<<<<
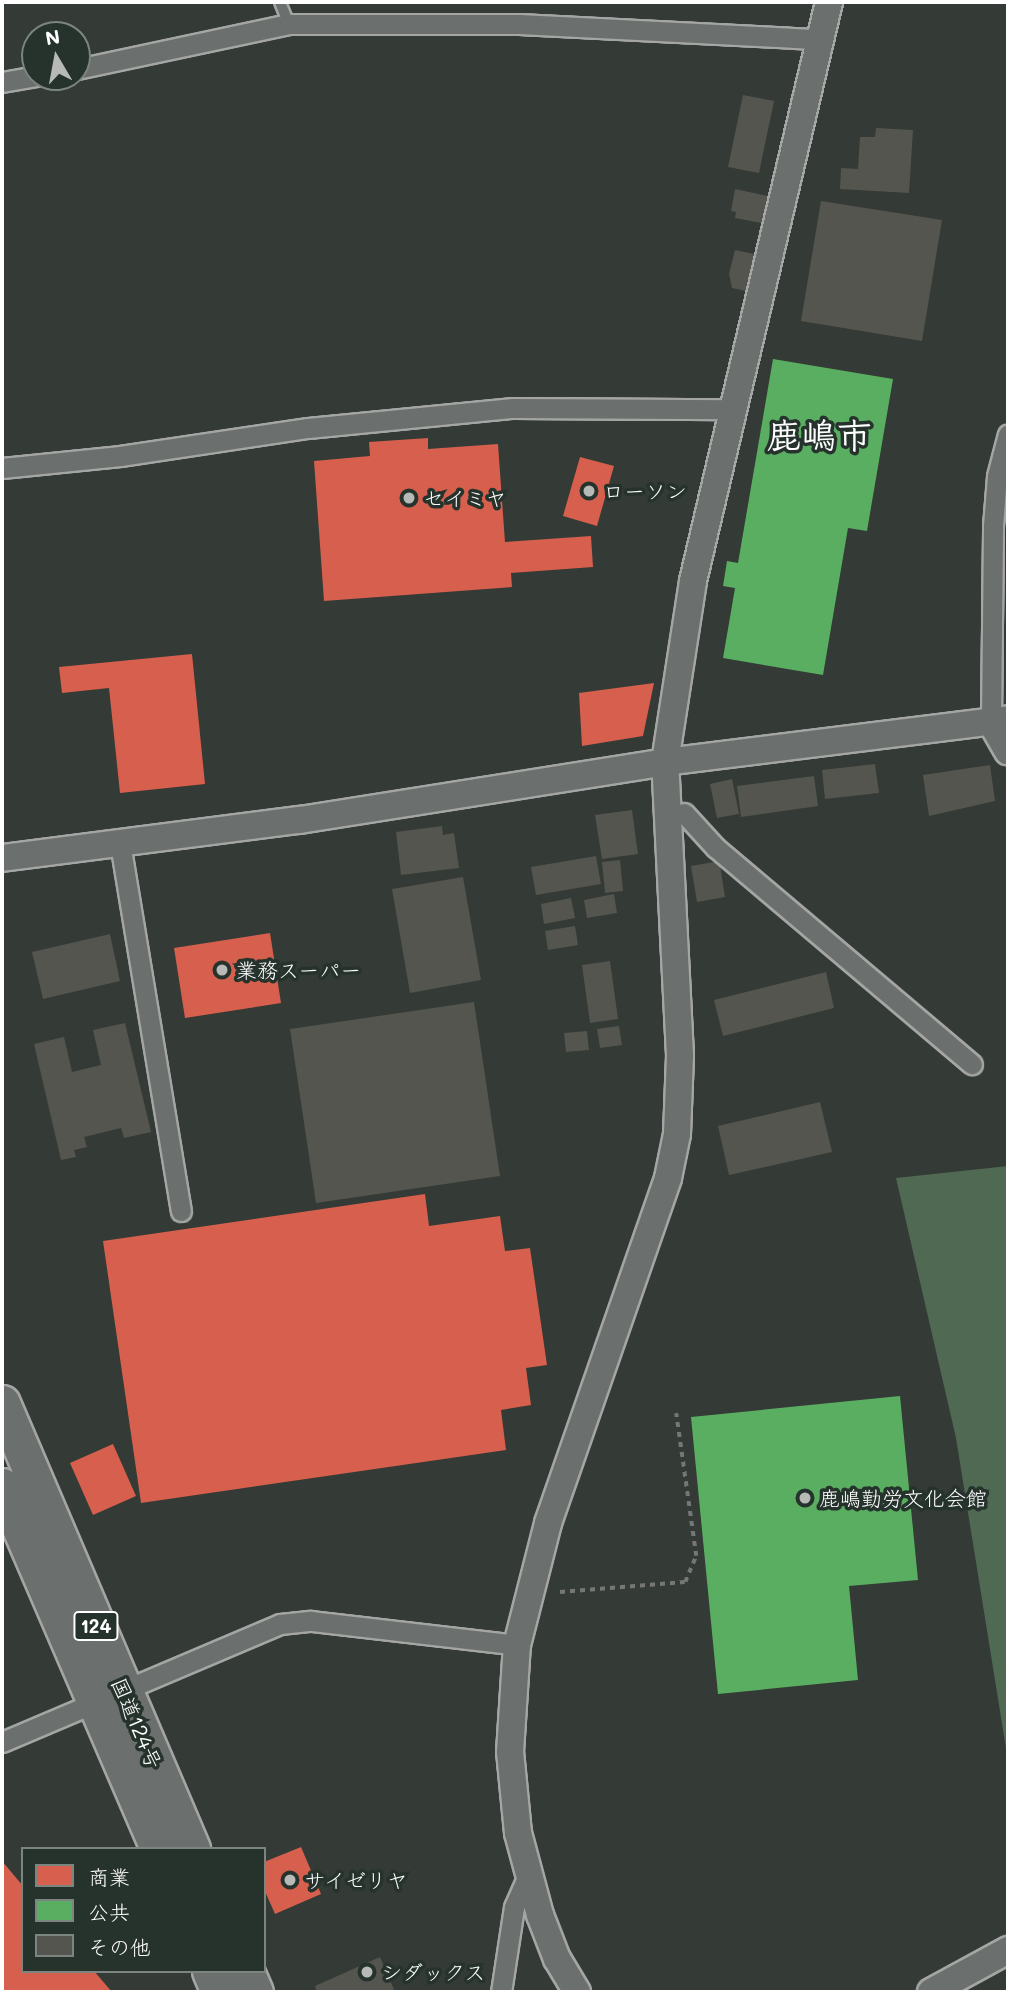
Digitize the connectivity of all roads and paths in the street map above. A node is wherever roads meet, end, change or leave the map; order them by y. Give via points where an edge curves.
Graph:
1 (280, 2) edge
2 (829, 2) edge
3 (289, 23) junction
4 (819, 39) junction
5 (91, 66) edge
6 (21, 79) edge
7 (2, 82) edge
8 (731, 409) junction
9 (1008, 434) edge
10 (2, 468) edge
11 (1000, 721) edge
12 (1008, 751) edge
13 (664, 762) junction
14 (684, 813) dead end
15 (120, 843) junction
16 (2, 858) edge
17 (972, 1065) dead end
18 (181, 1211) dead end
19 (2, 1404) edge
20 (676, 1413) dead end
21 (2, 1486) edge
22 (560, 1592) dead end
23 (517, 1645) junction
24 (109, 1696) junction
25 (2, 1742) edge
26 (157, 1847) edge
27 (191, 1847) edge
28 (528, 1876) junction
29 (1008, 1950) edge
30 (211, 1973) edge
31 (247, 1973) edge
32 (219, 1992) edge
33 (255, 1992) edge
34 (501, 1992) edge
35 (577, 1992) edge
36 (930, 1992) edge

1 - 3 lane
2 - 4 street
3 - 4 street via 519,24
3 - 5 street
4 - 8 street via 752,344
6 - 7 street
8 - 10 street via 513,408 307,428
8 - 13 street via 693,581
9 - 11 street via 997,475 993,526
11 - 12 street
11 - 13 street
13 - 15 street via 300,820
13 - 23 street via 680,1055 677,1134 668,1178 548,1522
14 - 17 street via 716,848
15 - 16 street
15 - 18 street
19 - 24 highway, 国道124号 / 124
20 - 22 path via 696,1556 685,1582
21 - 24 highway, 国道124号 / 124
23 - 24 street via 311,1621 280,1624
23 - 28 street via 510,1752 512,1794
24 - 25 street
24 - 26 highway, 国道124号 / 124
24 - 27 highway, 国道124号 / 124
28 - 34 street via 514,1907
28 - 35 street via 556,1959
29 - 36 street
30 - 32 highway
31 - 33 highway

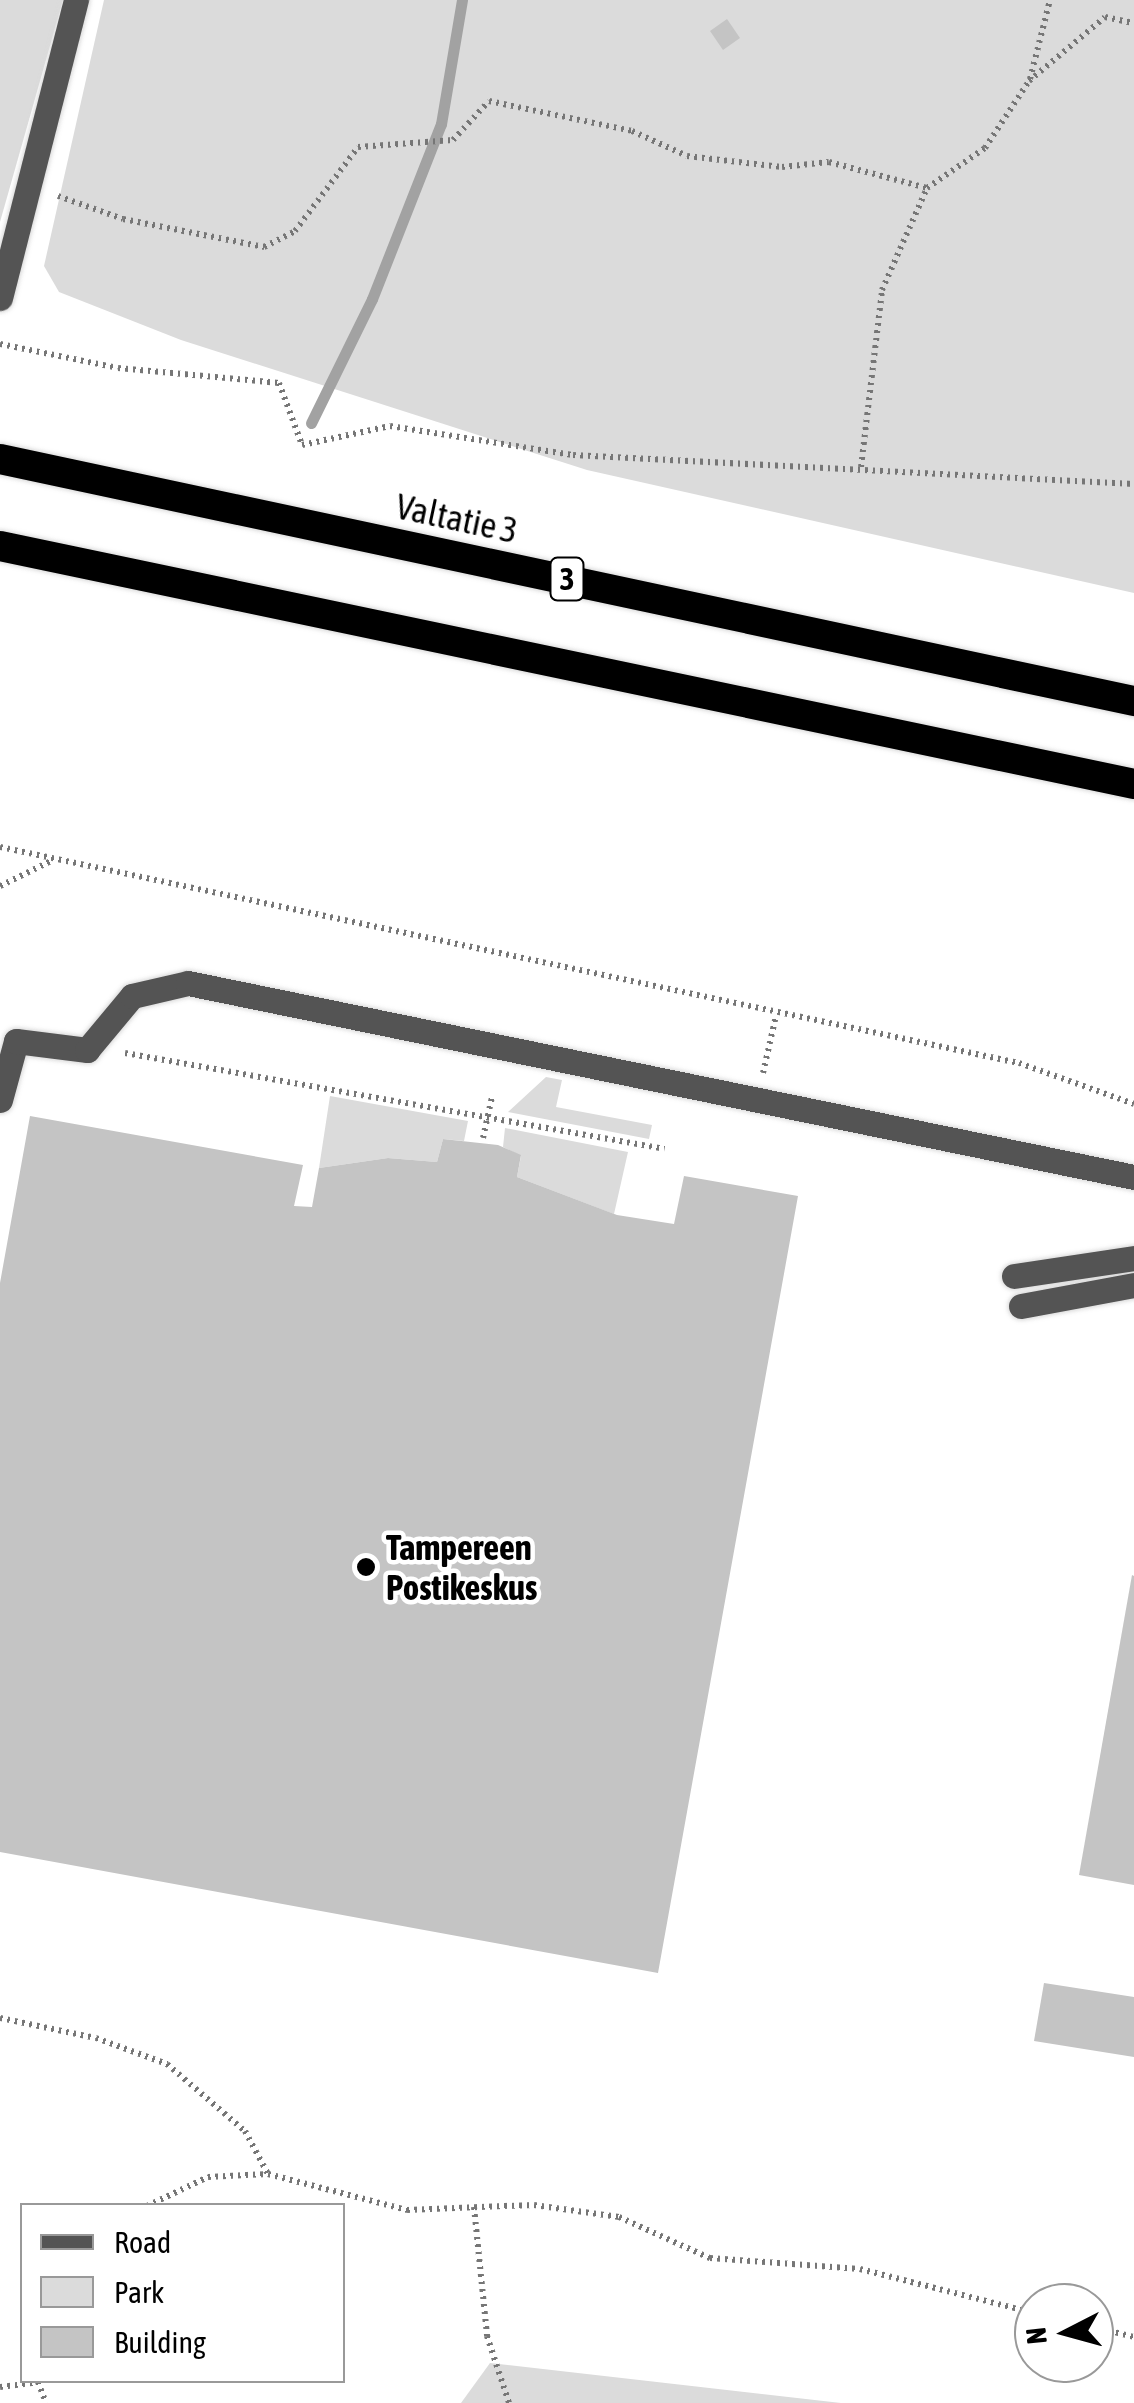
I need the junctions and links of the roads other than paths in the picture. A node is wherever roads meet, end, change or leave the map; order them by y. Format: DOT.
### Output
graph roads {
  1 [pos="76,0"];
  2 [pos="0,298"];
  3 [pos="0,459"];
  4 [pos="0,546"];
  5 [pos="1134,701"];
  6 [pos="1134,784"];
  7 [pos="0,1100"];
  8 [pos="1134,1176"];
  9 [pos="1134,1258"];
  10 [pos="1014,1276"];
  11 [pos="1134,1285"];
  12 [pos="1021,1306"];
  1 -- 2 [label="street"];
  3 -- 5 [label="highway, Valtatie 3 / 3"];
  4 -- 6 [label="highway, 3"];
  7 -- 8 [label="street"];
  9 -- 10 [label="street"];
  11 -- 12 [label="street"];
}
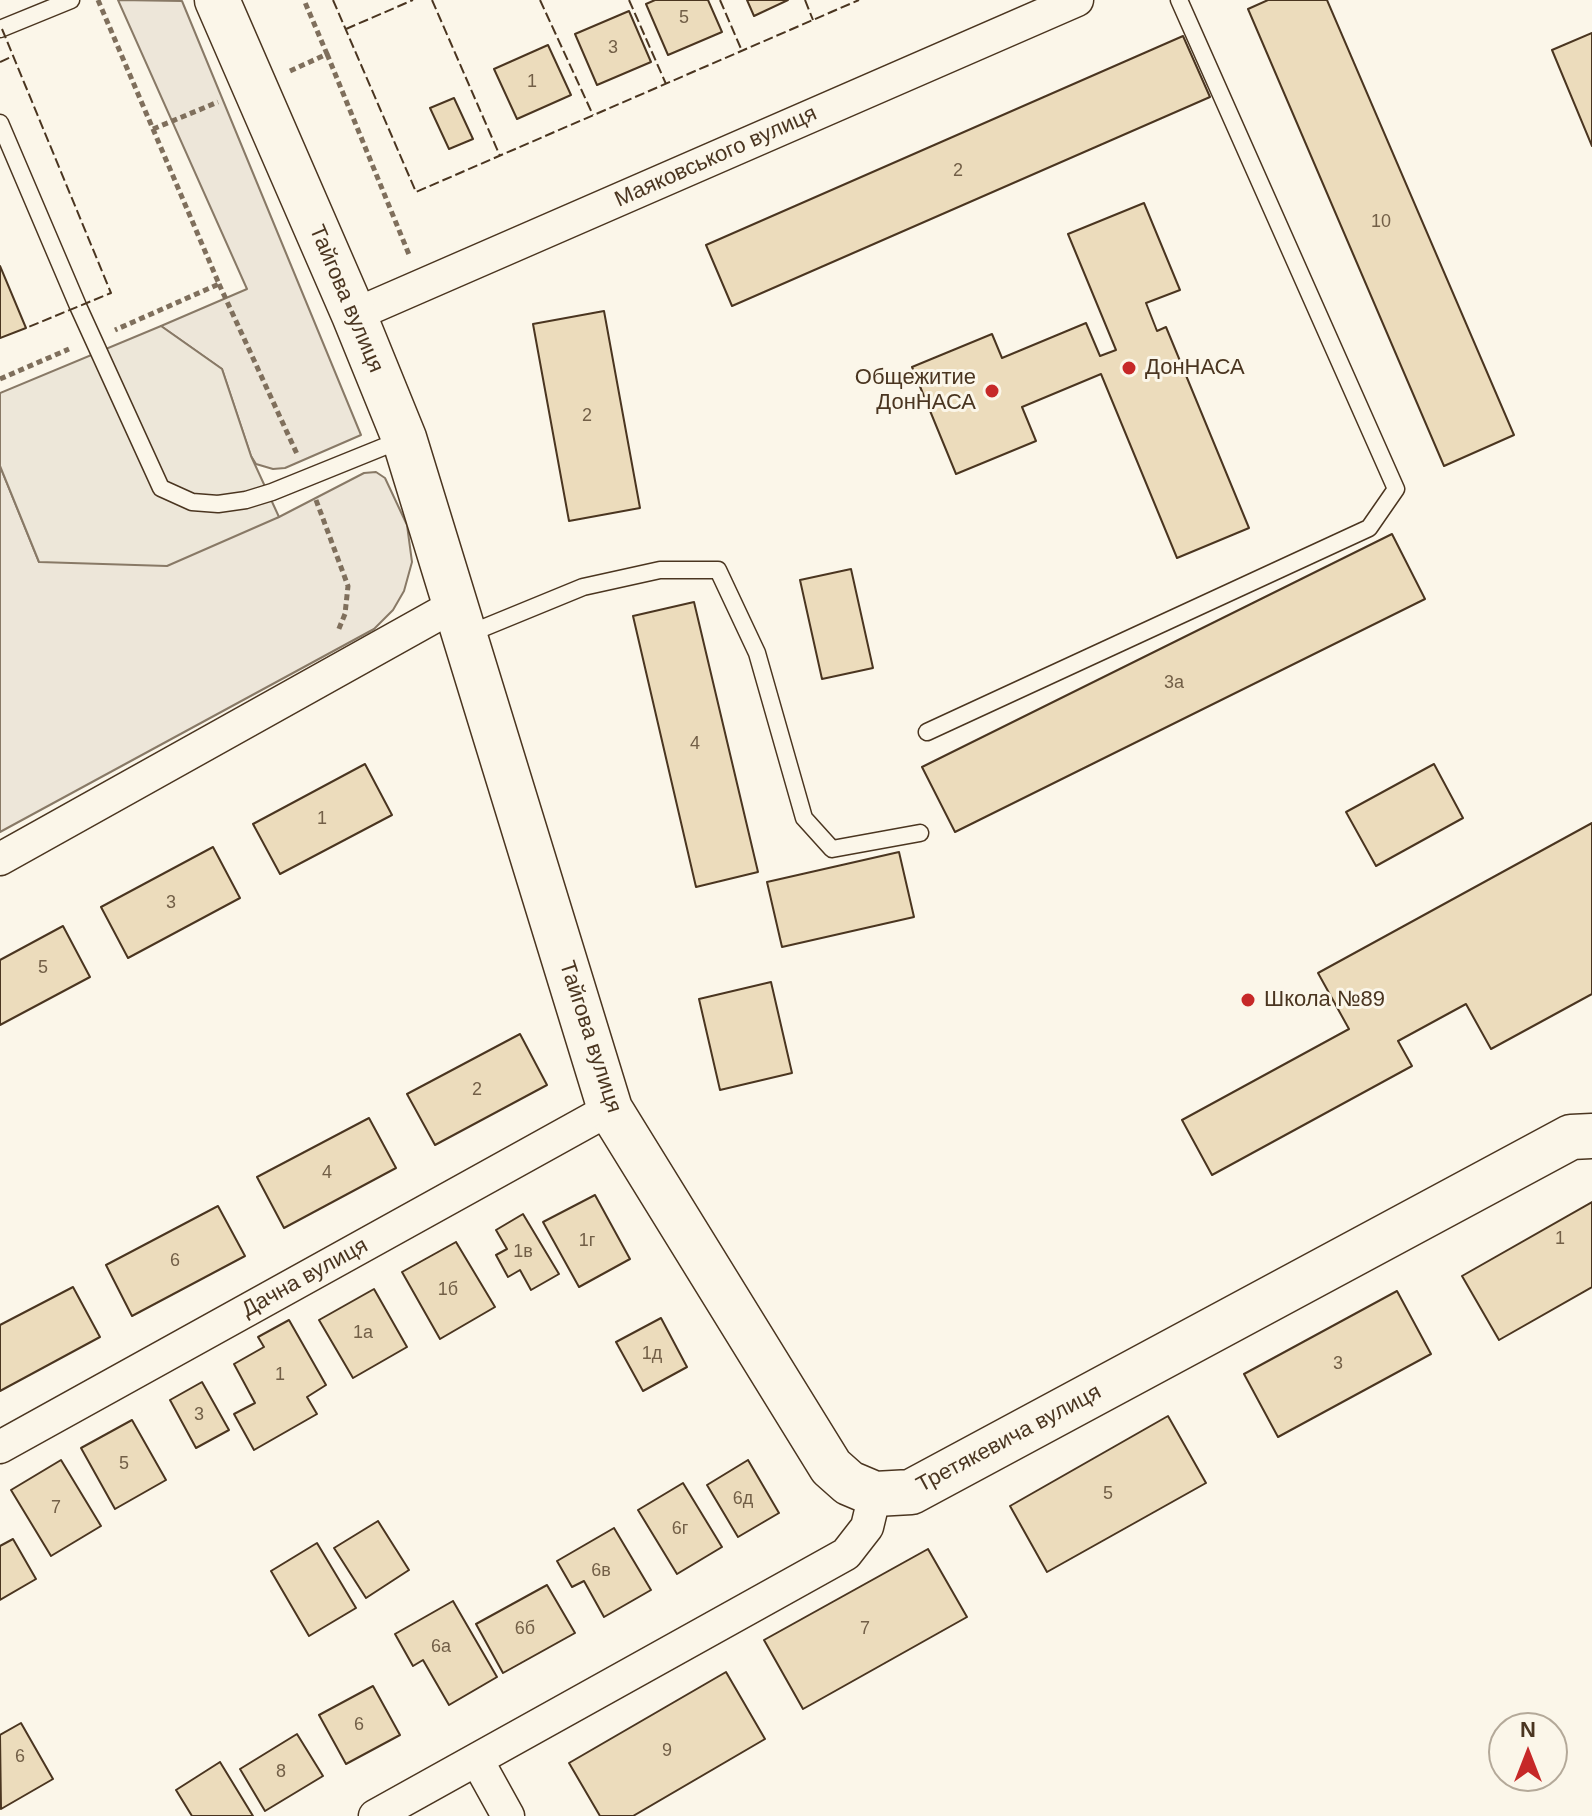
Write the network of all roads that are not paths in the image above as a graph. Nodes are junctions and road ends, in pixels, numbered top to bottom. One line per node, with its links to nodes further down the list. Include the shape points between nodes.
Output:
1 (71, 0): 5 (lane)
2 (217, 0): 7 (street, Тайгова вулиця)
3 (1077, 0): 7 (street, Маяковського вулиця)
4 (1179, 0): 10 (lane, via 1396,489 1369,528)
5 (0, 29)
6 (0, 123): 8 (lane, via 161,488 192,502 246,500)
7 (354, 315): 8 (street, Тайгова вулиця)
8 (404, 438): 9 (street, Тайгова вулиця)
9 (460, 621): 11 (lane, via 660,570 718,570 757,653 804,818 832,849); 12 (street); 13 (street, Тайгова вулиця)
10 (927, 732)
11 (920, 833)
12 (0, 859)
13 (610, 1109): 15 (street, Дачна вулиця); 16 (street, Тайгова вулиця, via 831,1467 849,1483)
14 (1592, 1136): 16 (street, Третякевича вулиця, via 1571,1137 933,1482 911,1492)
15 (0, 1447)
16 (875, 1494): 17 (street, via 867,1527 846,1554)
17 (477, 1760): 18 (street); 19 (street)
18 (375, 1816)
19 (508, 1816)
>>>>
#### What the exercise asks
Omit the pictures; restate every entry word for word.

#### Result of the exercise
Digitize the connectivity of all roads and paths in the street map above. A node is wherever roads meet, end, change or leave the map; order them by y. Give via points where an edge curves.
Graph:
1 (280, 2) edge
2 (829, 2) edge
3 (289, 23) junction
4 (819, 39) junction
5 (91, 66) edge
6 (21, 79) edge
7 (2, 82) edge
8 (731, 409) junction
9 (1008, 434) edge
10 (2, 468) edge
11 (1000, 721) edge
12 (1008, 751) edge
13 (664, 762) junction
14 (684, 813) dead end
15 (120, 843) junction
16 (2, 858) edge
17 (972, 1065) dead end
18 (181, 1211) dead end
19 (2, 1404) edge
20 (676, 1413) dead end
21 (2, 1486) edge
22 (560, 1592) dead end
23 (517, 1645) junction
24 (109, 1696) junction
25 (2, 1742) edge
26 (157, 1847) edge
27 (191, 1847) edge
28 (528, 1876) junction
29 (1008, 1950) edge
30 (211, 1973) edge
31 (247, 1973) edge
32 (219, 1992) edge
33 (255, 1992) edge
34 (501, 1992) edge
35 (577, 1992) edge
36 (930, 1992) edge

1 - 3 lane
2 - 4 street
3 - 4 street via 519,24
3 - 5 street
4 - 8 street via 752,344
6 - 7 street
8 - 10 street via 513,408 307,428
8 - 13 street via 693,581
9 - 11 street via 997,475 993,526
11 - 12 street
11 - 13 street
13 - 15 street via 300,820
13 - 23 street via 680,1055 677,1134 668,1178 548,1522
14 - 17 street via 716,848
15 - 16 street
15 - 18 street
19 - 24 highway, 国道124号 / 124
20 - 22 path via 696,1556 685,1582
21 - 24 highway, 国道124号 / 124
23 - 24 street via 311,1621 280,1624
23 - 28 street via 510,1752 512,1794
24 - 25 street
24 - 26 highway, 国道124号 / 124
24 - 27 highway, 国道124号 / 124
28 - 34 street via 514,1907
28 - 35 street via 556,1959
29 - 36 street
30 - 32 highway
31 - 33 highway

I need the junctions and links of the roads other than paths in the picture. A node is wherever roads meet, end, change or leave the map; order them by y. Format: DOT.
### Output
graph roads {
  1 [pos="76,0"];
  2 [pos="0,298"];
  3 [pos="0,459"];
  4 [pos="0,546"];
  5 [pos="1134,701"];
  6 [pos="1134,784"];
  7 [pos="0,1100"];
  8 [pos="1134,1176"];
  9 [pos="1134,1258"];
  10 [pos="1014,1276"];
  11 [pos="1134,1285"];
  12 [pos="1021,1306"];
  1 -- 2 [label="street"];
  3 -- 5 [label="highway, Valtatie 3 / 3"];
  4 -- 6 [label="highway, 3"];
  7 -- 8 [label="street"];
  9 -- 10 [label="street"];
  11 -- 12 [label="street"];
}
Write the network of all roads that are not paths in the image above as a graph. Nodes are junctions and road ends, in pixels, numbered top to bottom. One line per node, with its links to nodes further down the list. Include the shape points between nodes.
Output:
1 (71, 0): 5 (lane)
2 (217, 0): 7 (street, Тайгова вулиця)
3 (1077, 0): 7 (street, Маяковського вулиця)
4 (1179, 0): 10 (lane, via 1396,489 1369,528)
5 (0, 29)
6 (0, 123): 8 (lane, via 161,488 192,502 246,500)
7 (354, 315): 8 (street, Тайгова вулиця)
8 (404, 438): 9 (street, Тайгова вулиця)
9 (460, 621): 11 (lane, via 660,570 718,570 757,653 804,818 832,849); 12 (street); 13 (street, Тайгова вулиця)
10 (927, 732)
11 (920, 833)
12 (0, 859)
13 (610, 1109): 15 (street, Дачна вулиця); 16 (street, Тайгова вулиця, via 831,1467 849,1483)
14 (1592, 1136): 16 (street, Третякевича вулиця, via 1571,1137 933,1482 911,1492)
15 (0, 1447)
16 (875, 1494): 17 (street, via 867,1527 846,1554)
17 (477, 1760): 18 (street); 19 (street)
18 (375, 1816)
19 (508, 1816)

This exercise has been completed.